Никому, впрочем, не пришло бы в голову хвалить композитора — нашего современника — за то, что он копирует стиль Бетховена, или живописца — за подражание манере Делакруа, или архитектора, которому вздумалось бы спроектировать готический собор. К счастью, многим романистам известно, что точно так же обстоит дело и с литературой: она — живая, и роман, с тех пор как существует, всегда был новым. Да и как могла бы оставаться неподвижной, застывшей форма романа, если на протяжении последних ста пятидесяти лет все вокруг менялось, и притом довольно быстро? Флобер писал новый роман 1860 года, Пруст — новый роман 1910 года. Писатель должен гордиться своей нерасторжимой связью с определенной эпохой, зная, что нет шедевров в вечности — есть произведения, существующие в истории, и они продолжают жить лишь в той мере, в какой оставили позади прошлое и стали провозвестниками будущего.

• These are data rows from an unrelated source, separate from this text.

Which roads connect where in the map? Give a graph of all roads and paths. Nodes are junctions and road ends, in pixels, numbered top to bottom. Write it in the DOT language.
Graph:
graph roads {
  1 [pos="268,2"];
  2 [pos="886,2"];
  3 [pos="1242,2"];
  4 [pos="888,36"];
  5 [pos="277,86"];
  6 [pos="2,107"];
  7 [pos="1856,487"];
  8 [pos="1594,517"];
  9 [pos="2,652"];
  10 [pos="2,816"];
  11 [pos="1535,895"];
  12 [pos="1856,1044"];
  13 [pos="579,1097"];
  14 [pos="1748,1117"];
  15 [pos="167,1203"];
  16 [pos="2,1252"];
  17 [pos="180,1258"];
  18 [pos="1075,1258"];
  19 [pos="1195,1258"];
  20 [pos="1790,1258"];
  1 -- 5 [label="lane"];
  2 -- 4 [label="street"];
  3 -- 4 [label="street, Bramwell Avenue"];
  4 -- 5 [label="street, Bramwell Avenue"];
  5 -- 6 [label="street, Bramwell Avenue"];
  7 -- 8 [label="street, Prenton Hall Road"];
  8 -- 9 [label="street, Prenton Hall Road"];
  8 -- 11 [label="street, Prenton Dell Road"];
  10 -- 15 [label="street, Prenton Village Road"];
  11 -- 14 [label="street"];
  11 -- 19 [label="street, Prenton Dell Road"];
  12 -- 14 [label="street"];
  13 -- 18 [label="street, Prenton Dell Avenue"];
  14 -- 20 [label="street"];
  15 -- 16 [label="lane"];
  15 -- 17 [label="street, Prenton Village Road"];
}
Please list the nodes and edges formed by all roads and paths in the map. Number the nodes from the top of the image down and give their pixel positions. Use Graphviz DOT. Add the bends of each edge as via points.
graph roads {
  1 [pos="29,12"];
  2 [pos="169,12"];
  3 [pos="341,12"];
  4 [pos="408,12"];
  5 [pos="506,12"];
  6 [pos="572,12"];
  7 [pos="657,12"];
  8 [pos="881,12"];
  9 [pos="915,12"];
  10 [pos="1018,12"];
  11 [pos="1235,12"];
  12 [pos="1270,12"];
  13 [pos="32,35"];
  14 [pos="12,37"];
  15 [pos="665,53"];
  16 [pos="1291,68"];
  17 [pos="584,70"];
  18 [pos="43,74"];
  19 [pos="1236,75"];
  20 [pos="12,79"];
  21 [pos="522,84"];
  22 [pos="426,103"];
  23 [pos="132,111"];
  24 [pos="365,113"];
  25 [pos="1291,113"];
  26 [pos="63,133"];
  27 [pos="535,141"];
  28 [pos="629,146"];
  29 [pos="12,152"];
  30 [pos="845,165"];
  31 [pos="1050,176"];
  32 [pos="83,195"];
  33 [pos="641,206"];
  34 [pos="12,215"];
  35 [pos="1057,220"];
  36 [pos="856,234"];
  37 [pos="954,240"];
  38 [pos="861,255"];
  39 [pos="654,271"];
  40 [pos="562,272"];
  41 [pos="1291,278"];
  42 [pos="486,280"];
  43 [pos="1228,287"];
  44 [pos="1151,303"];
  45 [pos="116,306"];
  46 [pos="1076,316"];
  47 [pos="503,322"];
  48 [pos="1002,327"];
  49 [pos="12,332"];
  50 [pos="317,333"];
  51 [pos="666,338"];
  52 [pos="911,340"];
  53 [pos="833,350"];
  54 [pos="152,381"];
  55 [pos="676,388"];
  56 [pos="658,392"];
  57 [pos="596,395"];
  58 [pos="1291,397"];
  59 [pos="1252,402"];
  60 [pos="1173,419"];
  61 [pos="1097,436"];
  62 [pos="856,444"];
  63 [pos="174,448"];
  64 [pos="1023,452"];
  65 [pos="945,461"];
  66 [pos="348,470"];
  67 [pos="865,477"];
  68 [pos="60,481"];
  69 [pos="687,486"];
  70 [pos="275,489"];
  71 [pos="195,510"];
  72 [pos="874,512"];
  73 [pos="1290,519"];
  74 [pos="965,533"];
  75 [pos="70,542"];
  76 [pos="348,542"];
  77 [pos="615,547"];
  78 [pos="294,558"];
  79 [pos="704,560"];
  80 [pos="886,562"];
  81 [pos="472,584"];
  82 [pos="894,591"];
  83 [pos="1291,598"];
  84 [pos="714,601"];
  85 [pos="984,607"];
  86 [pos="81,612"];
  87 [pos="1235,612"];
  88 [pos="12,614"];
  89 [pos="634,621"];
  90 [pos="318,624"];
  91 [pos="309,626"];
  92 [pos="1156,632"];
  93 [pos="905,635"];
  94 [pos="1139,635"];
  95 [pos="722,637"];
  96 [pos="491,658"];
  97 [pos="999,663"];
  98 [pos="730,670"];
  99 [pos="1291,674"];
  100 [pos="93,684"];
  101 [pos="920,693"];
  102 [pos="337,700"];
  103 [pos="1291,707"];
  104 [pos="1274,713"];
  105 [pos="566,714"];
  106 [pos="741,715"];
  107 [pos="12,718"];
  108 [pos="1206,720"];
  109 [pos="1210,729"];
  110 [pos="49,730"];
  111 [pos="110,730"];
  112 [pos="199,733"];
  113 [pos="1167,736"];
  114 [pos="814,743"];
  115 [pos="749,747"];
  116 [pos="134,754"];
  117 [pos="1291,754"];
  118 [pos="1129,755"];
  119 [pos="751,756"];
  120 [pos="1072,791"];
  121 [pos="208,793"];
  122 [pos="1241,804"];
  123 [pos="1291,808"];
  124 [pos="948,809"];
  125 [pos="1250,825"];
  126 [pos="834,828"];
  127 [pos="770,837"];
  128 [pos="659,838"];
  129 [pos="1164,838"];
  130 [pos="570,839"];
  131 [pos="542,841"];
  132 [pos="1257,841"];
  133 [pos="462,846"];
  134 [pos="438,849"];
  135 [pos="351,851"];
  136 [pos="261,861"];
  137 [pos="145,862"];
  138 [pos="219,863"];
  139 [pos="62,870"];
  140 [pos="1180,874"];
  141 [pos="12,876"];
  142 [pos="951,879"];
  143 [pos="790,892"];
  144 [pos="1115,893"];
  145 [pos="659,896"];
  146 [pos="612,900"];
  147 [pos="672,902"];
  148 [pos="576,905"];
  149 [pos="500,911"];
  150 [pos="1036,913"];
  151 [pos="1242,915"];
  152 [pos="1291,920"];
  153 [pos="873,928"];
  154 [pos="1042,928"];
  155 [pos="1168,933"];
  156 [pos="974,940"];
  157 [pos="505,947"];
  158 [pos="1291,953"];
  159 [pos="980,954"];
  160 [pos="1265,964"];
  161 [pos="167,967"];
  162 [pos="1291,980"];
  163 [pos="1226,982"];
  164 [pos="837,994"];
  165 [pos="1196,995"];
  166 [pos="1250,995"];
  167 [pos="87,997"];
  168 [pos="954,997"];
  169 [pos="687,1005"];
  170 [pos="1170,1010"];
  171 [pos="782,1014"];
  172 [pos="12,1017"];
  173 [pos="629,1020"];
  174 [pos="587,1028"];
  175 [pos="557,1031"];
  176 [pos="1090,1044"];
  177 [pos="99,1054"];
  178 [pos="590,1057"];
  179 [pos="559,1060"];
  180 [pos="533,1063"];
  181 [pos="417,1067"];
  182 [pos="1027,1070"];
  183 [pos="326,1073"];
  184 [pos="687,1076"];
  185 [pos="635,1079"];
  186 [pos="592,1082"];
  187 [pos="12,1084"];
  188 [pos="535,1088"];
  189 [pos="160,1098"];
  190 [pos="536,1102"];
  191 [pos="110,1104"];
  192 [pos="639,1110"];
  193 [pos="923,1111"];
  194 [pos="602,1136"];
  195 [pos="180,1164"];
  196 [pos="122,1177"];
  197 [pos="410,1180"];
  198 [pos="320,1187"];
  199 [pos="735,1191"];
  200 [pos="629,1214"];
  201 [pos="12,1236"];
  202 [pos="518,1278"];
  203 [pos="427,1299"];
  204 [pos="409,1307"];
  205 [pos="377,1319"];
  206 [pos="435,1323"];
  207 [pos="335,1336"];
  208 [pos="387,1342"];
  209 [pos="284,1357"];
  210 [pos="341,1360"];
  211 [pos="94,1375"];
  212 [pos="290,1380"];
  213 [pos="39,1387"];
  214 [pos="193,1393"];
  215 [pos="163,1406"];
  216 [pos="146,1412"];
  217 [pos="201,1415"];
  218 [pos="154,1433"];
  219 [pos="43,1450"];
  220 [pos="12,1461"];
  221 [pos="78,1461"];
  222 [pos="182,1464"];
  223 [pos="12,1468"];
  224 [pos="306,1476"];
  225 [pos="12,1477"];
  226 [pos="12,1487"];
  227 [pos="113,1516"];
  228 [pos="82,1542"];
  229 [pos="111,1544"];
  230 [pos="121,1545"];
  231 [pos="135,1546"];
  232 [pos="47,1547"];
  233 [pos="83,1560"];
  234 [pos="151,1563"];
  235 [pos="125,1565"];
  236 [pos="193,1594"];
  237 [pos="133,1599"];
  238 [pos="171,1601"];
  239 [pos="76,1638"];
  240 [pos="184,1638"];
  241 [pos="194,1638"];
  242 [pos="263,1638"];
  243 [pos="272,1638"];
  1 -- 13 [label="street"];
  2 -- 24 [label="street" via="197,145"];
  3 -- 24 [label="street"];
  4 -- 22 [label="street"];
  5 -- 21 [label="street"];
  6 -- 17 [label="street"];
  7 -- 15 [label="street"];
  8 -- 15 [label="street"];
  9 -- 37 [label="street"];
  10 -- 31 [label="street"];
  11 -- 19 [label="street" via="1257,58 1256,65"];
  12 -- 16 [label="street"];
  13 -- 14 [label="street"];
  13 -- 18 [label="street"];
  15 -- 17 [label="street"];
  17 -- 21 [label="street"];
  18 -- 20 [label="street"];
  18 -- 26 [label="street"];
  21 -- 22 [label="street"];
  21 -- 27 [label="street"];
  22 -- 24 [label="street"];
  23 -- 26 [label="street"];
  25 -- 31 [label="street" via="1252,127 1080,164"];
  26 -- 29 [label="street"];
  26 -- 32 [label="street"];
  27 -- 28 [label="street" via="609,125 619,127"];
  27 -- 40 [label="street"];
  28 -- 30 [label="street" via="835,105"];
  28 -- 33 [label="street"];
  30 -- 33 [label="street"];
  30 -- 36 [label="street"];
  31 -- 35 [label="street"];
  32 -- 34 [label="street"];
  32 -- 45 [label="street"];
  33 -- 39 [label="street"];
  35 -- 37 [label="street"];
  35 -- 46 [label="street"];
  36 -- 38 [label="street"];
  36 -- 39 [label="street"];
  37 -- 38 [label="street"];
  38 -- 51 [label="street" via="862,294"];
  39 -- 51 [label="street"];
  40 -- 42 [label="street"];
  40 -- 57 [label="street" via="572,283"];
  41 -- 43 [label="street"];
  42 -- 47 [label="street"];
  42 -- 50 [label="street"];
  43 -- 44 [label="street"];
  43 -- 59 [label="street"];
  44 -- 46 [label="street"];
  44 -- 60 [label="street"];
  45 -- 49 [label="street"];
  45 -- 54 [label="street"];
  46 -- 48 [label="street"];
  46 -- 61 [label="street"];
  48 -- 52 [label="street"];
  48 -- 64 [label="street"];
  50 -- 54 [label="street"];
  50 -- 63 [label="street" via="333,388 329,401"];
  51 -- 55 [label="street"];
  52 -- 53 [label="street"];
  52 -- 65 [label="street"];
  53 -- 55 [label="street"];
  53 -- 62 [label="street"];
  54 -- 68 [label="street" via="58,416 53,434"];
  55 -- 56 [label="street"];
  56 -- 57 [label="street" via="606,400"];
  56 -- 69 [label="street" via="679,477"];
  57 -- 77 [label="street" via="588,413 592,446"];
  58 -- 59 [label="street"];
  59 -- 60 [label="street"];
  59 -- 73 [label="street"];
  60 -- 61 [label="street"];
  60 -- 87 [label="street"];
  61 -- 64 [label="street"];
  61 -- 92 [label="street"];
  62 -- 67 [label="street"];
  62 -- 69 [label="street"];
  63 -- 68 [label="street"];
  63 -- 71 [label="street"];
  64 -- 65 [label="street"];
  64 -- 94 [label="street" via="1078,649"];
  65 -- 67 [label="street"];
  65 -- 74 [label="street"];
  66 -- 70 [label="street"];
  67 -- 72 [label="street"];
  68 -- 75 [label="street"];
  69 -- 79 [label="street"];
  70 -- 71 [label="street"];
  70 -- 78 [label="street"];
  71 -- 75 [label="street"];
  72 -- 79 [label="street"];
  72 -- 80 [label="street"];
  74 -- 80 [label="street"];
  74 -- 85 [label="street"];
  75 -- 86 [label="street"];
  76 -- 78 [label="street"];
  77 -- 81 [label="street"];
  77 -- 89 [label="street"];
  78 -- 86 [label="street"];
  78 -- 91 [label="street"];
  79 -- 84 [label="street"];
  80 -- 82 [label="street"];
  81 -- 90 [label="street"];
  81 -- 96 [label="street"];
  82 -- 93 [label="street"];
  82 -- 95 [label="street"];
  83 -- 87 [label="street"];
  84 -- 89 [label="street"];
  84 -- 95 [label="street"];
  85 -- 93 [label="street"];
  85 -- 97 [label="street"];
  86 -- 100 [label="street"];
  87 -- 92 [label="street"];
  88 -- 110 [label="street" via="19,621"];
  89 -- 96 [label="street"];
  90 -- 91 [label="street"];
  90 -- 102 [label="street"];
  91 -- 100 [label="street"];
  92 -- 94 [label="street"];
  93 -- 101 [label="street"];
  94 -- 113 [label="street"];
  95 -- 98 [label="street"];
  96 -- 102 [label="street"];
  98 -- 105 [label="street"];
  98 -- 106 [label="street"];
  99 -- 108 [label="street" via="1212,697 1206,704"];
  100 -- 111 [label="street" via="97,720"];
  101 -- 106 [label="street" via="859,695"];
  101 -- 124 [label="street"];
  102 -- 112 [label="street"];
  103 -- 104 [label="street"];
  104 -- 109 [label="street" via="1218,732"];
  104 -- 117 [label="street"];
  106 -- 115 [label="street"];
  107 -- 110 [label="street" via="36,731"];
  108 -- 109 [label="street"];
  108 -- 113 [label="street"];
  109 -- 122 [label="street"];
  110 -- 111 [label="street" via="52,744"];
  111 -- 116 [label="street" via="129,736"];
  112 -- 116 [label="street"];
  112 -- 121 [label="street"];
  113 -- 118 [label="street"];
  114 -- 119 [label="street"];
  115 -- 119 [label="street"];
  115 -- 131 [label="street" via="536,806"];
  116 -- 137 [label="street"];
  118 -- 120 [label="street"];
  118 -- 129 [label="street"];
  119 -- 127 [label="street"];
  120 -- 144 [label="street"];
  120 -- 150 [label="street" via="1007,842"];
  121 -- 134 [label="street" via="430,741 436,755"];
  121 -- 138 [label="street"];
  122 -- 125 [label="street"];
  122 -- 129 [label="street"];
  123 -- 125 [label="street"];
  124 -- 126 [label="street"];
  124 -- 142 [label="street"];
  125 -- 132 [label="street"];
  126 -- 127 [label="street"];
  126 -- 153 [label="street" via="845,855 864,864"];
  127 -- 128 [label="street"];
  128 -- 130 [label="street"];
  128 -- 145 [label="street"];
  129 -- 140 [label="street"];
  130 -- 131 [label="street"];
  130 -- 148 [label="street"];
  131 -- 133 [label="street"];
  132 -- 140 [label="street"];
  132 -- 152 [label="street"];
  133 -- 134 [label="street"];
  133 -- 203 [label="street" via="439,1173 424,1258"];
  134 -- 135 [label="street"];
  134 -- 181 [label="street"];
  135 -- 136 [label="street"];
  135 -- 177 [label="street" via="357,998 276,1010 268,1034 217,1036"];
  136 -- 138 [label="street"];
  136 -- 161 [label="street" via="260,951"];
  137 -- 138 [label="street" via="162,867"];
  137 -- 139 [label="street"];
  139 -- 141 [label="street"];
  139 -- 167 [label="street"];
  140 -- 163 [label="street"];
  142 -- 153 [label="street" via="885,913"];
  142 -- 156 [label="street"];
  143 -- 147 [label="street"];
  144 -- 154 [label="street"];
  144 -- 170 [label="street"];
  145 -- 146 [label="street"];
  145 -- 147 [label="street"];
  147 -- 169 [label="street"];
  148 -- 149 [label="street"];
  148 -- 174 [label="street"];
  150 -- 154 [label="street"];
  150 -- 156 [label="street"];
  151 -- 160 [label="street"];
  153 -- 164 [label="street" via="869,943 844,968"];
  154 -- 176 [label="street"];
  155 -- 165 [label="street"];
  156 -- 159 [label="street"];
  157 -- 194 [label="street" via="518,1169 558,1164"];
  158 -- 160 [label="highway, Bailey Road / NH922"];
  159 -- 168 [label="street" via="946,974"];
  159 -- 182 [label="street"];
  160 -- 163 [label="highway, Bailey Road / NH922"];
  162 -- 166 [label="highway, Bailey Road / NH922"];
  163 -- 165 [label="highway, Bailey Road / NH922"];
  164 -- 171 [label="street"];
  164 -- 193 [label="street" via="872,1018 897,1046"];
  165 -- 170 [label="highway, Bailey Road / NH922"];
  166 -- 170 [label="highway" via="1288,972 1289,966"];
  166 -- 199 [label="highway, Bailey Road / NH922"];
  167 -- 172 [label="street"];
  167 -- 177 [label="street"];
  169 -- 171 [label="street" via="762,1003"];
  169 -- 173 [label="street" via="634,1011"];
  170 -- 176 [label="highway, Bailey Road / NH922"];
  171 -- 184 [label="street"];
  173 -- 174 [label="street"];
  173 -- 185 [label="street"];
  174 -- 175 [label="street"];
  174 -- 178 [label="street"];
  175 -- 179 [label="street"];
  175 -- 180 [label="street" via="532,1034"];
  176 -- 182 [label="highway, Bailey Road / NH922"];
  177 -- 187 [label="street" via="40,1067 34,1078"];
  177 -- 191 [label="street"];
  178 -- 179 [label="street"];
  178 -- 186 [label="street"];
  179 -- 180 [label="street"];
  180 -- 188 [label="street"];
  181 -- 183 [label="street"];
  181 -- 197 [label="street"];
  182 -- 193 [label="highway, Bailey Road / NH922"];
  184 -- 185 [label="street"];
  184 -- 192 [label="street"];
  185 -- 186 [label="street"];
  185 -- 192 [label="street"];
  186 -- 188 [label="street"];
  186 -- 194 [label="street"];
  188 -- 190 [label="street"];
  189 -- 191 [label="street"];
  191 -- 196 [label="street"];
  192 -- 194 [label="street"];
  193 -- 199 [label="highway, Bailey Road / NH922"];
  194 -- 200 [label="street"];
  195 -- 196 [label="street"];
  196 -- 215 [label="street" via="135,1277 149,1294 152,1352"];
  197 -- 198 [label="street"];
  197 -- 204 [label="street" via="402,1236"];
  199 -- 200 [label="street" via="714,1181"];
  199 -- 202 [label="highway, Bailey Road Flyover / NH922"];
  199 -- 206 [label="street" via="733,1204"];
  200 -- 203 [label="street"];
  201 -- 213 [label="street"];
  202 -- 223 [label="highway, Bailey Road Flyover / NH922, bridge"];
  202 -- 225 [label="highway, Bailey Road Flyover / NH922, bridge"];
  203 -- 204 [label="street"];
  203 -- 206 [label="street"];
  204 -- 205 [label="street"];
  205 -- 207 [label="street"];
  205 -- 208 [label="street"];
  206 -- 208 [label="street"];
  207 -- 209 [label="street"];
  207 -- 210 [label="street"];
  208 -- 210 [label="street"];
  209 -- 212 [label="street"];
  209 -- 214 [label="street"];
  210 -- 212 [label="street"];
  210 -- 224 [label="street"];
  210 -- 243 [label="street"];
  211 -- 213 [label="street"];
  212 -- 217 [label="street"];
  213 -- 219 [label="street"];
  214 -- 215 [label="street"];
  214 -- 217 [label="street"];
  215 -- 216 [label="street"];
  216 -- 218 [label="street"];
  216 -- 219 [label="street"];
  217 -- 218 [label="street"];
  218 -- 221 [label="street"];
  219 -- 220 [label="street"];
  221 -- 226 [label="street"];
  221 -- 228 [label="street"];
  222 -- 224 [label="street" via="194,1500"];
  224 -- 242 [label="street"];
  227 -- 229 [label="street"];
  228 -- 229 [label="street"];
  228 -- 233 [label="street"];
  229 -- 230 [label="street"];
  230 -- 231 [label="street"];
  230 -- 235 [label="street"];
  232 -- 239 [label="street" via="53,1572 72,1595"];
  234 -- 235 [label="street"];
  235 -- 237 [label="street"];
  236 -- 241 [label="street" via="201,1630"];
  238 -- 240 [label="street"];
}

Но чего критики уж совсем не выносят, это чтобы художник брался объяснять свое творчество. Мне это стало ясно, когда, уже высказав вышеприведенные очевидные истины и некоторые другие, я выпустил свой третий роман («Ревность»). Мало того, что книга не понравилась и была сочтена чем-то вроде абсурдного покушения на изящную словесность, но критики доказали вдобавок, что она и должна была получиться такой ужасной, поскольку откровенно объявляла себя плодом продуманного намерения: ее автор — какой скандал! — позволил себе иметь мнение о собственном ремесле.

И в этом случае, как во многих других, приходится констатировать, что мифы 19-го столетия сохраняют всю свою власть над людьми. Великий романист, «гений», — это якобы какое-то бессознательное чудище, личность безответственная и роковая, даже слегка слабоумная; от нее исходят «послания», которые может расшифровать только читатель. Все способное затуманить ясность суждений писателя приветствуется, более или менее откровенно, как благоприятствующее расцвету его творчества. Алкоголизм, горе, наркотики, увлечение мистицизмом, безумие настолько заполонили все, в разной степени беллетризованные, биографии художников, что кажутся уже необходимой составляющей их печального удела; во всяком случае, антиномия между творчеством и сознанием представляется отныне чем-то естественным.

Такая точка зрения — отнюдь не результат добросовестного изучения фактов. В ней проявляется некая метафизика. Безотчетно вылившиеся из-под пера писателя страницы, нечаянные чудесные находки, брошенные наугад слова — все это говорит о существовании продиктовавшей их высшей силы. И тогда романист — не столько творец в подлинном смысле слова, сколько простой посредник между обычными смертными и какой-то неведомой потусторонней силой, вечным духом, богом.

В действительности же достаточно прочитать дневник Кафки или письма Флобера, чтобы понять: уже в великих произведениях прошлого главенствующую роль играли творческое сознание, воля, самодисциплина. Терпеливый труд, методично возводимая конструкция, тщательно продуманная архитектура каждой фразы, как и книги в целом, имели немалое значение во все времена. После «Фальшивомонетчиков», после Джойса, после «Тошноты» мы, по-видимому, все ближе подходим к эпохе, когда проблемы литературного письма будут трезво рассматриваться романистом и когда критические устремления автора не только не смогут обесплодить его творчество, но, напротив, послужат для него движущей силой.